The full listing should be set down again precisely.

= Beginning of Section =

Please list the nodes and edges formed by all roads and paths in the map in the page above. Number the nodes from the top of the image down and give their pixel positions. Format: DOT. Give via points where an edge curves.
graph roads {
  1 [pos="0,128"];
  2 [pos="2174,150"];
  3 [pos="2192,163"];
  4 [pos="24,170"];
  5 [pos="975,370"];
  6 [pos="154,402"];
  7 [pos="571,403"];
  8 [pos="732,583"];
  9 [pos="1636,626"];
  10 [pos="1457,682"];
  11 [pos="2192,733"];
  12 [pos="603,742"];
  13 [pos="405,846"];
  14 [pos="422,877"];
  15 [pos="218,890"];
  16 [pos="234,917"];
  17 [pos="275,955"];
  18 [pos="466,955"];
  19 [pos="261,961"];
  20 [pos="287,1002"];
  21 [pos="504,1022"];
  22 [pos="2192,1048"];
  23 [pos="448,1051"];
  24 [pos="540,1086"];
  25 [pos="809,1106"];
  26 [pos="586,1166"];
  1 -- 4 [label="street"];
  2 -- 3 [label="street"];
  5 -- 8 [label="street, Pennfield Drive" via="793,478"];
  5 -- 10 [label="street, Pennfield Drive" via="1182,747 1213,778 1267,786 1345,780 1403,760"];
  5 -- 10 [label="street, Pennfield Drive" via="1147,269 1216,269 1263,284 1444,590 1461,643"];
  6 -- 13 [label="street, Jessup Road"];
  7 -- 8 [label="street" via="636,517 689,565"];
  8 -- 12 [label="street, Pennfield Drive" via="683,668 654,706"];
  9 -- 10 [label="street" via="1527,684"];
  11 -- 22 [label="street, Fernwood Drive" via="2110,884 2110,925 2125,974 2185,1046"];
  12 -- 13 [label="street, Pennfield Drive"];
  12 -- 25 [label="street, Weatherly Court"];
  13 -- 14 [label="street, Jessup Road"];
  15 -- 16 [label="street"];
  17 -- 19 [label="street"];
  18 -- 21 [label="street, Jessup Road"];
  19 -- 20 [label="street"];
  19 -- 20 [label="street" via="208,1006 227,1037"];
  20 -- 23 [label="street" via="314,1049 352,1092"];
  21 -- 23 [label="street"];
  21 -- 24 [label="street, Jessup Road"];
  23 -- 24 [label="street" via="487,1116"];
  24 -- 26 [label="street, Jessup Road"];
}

= End of Section =

REPLY TO THE TASK:
Please list the nodes and edges formed by all roads and paths in the map in the page above. Number the nodes from the top of the image down and give their pixel positions. Format: DOT. Give via points where an edge curves.
graph roads {
  1 [pos="0,128"];
  2 [pos="2174,150"];
  3 [pos="2192,163"];
  4 [pos="24,170"];
  5 [pos="975,370"];
  6 [pos="154,402"];
  7 [pos="571,403"];
  8 [pos="732,583"];
  9 [pos="1636,626"];
  10 [pos="1457,682"];
  11 [pos="2192,733"];
  12 [pos="603,742"];
  13 [pos="405,846"];
  14 [pos="422,877"];
  15 [pos="218,890"];
  16 [pos="234,917"];
  17 [pos="275,955"];
  18 [pos="466,955"];
  19 [pos="261,961"];
  20 [pos="287,1002"];
  21 [pos="504,1022"];
  22 [pos="2192,1048"];
  23 [pos="448,1051"];
  24 [pos="540,1086"];
  25 [pos="809,1106"];
  26 [pos="586,1166"];
  1 -- 4 [label="street"];
  2 -- 3 [label="street"];
  5 -- 8 [label="street, Pennfield Drive" via="793,478"];
  5 -- 10 [label="street, Pennfield Drive" via="1182,747 1213,778 1267,786 1345,780 1403,760"];
  5 -- 10 [label="street, Pennfield Drive" via="1147,269 1216,269 1263,284 1444,590 1461,643"];
  6 -- 13 [label="street, Jessup Road"];
  7 -- 8 [label="street" via="636,517 689,565"];
  8 -- 12 [label="street, Pennfield Drive" via="683,668 654,706"];
  9 -- 10 [label="street" via="1527,684"];
  11 -- 22 [label="street, Fernwood Drive" via="2110,884 2110,925 2125,974 2185,1046"];
  12 -- 13 [label="street, Pennfield Drive"];
  12 -- 25 [label="street, Weatherly Court"];
  13 -- 14 [label="street, Jessup Road"];
  15 -- 16 [label="street"];
  17 -- 19 [label="street"];
  18 -- 21 [label="street, Jessup Road"];
  19 -- 20 [label="street"];
  19 -- 20 [label="street" via="208,1006 227,1037"];
  20 -- 23 [label="street" via="314,1049 352,1092"];
  21 -- 23 [label="street"];
  21 -- 24 [label="street, Jessup Road"];
  23 -- 24 [label="street" via="487,1116"];
  24 -- 26 [label="street, Jessup Road"];
}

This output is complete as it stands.